In the body, the bone marrow produces hematopoietic stem cells, “mother” cells that are the source of numerous blood cells (red blood cells, white blood cells and platelets). Today, no synthetic treatment or drug can replace human blood, but British researchers believe in this possibility and even hope to prove it. Because in Great Britain they conducted for the first time a study consisting in the transfusion of two patients with red blood cells grown in the laboratory. The volunteers experienced no side effects or signs of rejection of blood grown from donor stem cells, as confirmed by the results of this joint project between the National Health Service Blood and Transplant, the University of Bristol and the University of Cambridge. Called “RESTORE,” the latter is only in its infancy, but it could eventually revolutionize the treatment of people with blood disorders and improve access to rare blood groups.
Please note that the idea is not to replace regular blood donations, which will continue to make up the majority of transfusions. ” In the future, the cells produced could only be used for a very small number of patients with very complex transfusion needs. “, Thus indicate the three organizations. But it would be about producing very rare blood groups, difficult to find but vital for people who depend on regular blood transfusions in the case, for example, of sickle cell anemia (red blood cell disease characterized by an abnormality of hemoglobin, the main protein of red blood cells). The objectives of this project are multiple for the scientific team, as they also want to study the lifespan of cells grown in the laboratory compared to standard blood infusions from the same donor. In fact, the cells grown in the laboratory are “new,” which is why doctors hope they will last longer than a traditional blood donation.
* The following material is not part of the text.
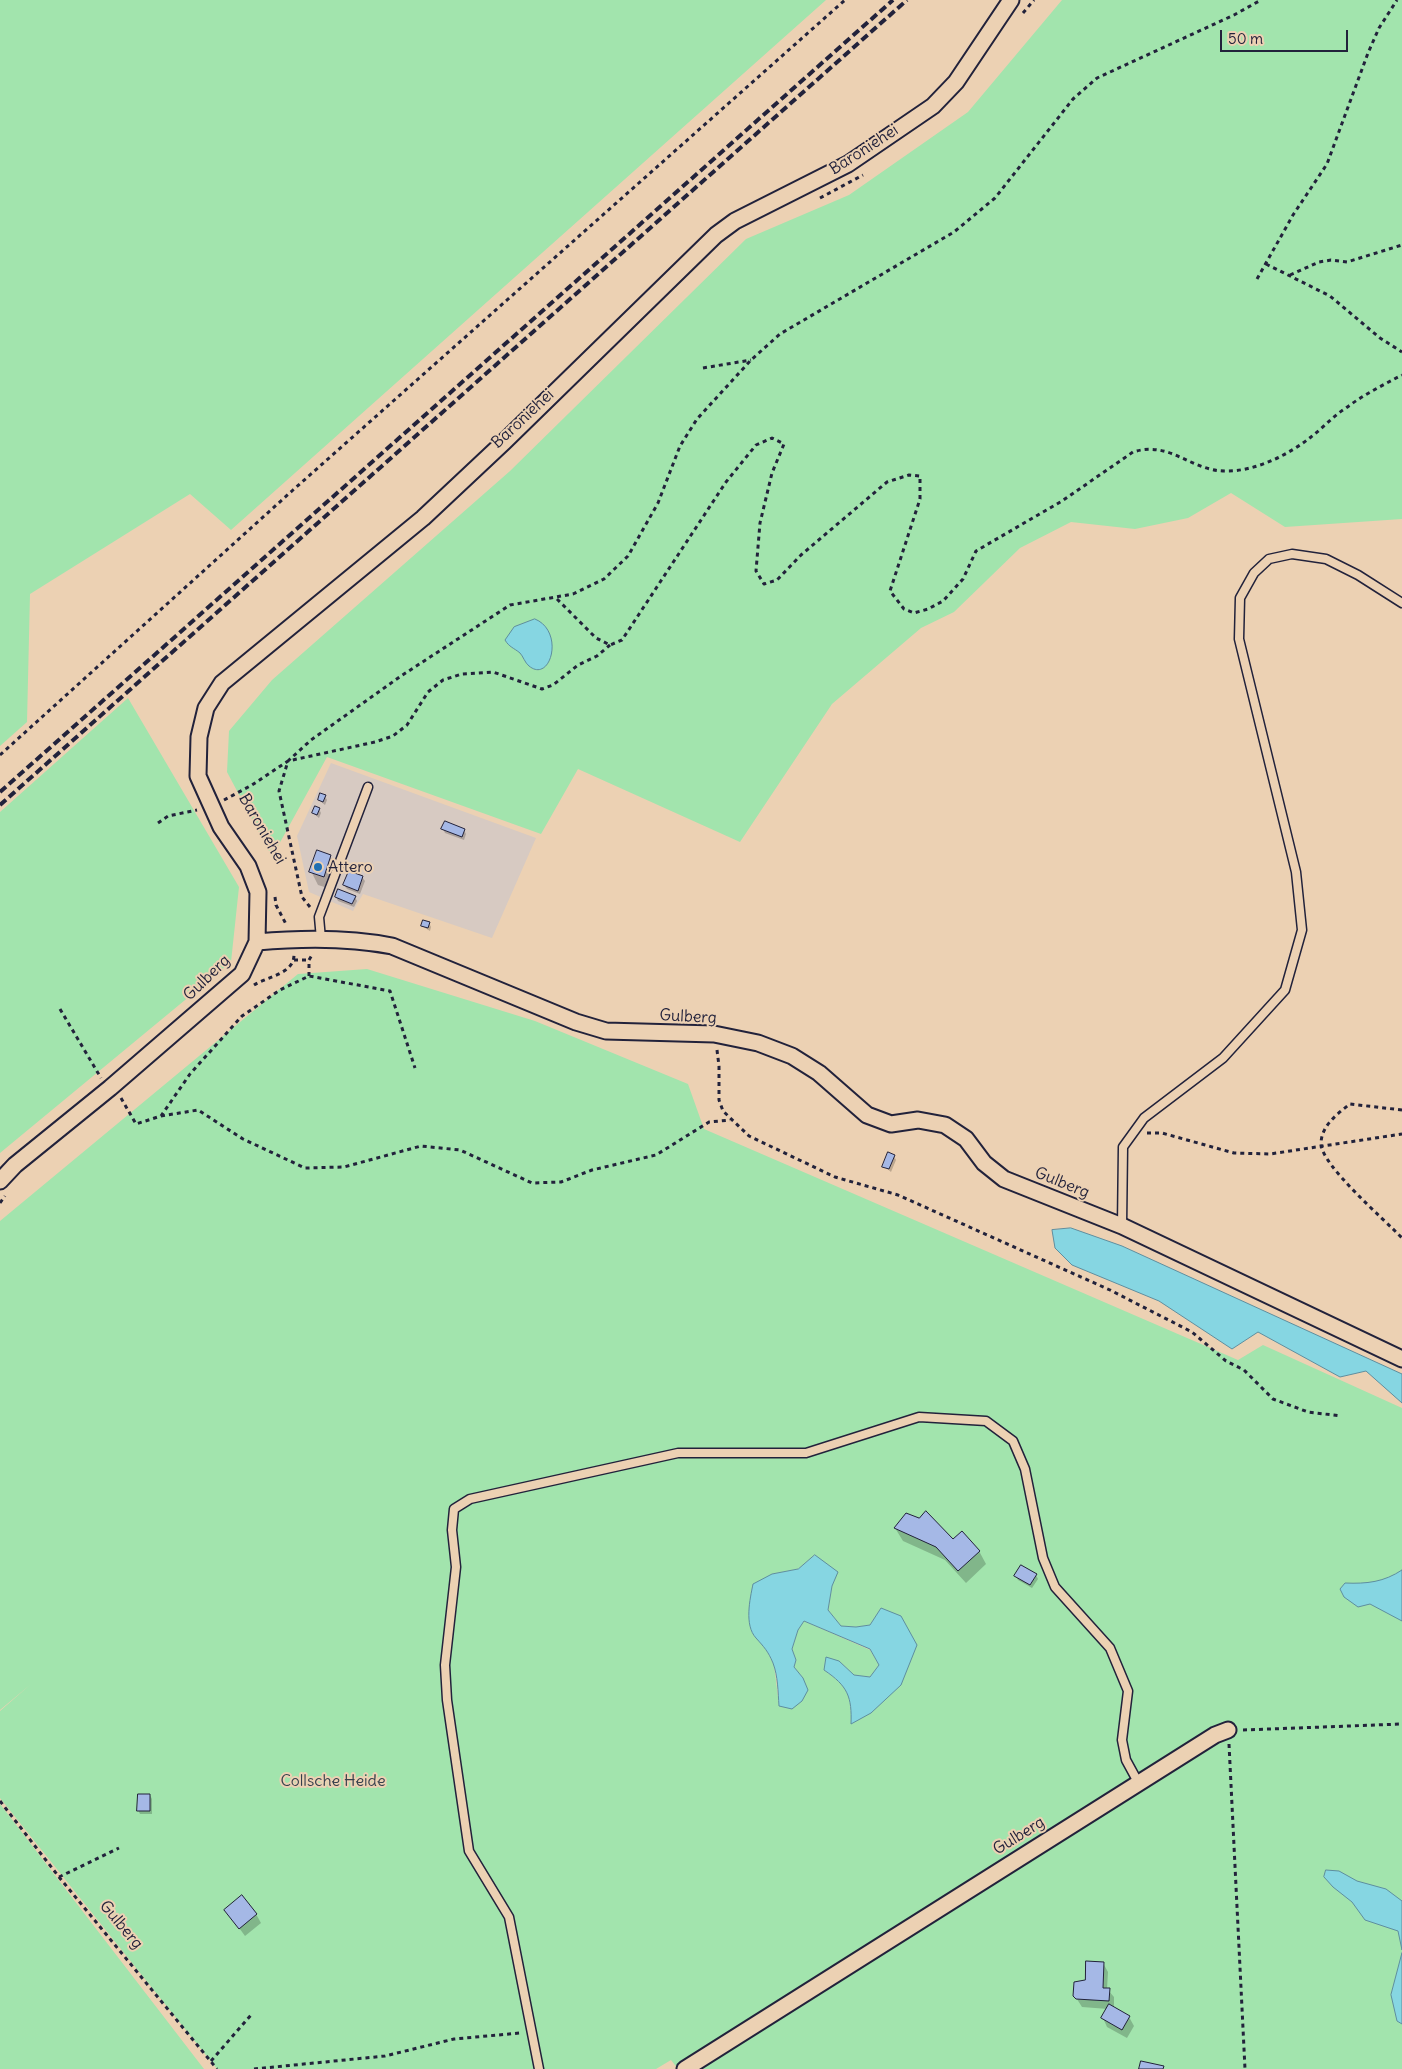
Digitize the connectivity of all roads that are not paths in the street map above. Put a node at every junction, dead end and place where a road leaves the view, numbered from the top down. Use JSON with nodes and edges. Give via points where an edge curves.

Laboratory blood is fresher for longer
If this is indeed the case, people who need blood regularly, such as those with sickle cell anemia, may not need to be transfused as often, which is also a problem when donors are in short supply or patient group blood is rare. Red blood cells are essential for carrying oxygen from the lungs to the tissues, but due to a duration of 120 days, the bone marrow must continuously produce new ones. However, conventionally donated blood contains cells of different ages, whereas laboratory-grown blood is 100% “fresh” and should therefore reliably last 120 days. As at present, the process begins with a simple blood draw from a donor. From there, scientists extract the stem cells from the blood sample and place them in a nutrient solution for 18-21 days to encourage them to multiply and turn into red blood cells. The blood produced is then purified, stored and ready to be transfused.
Also to be discovered: What are the two rarest blood groups in France?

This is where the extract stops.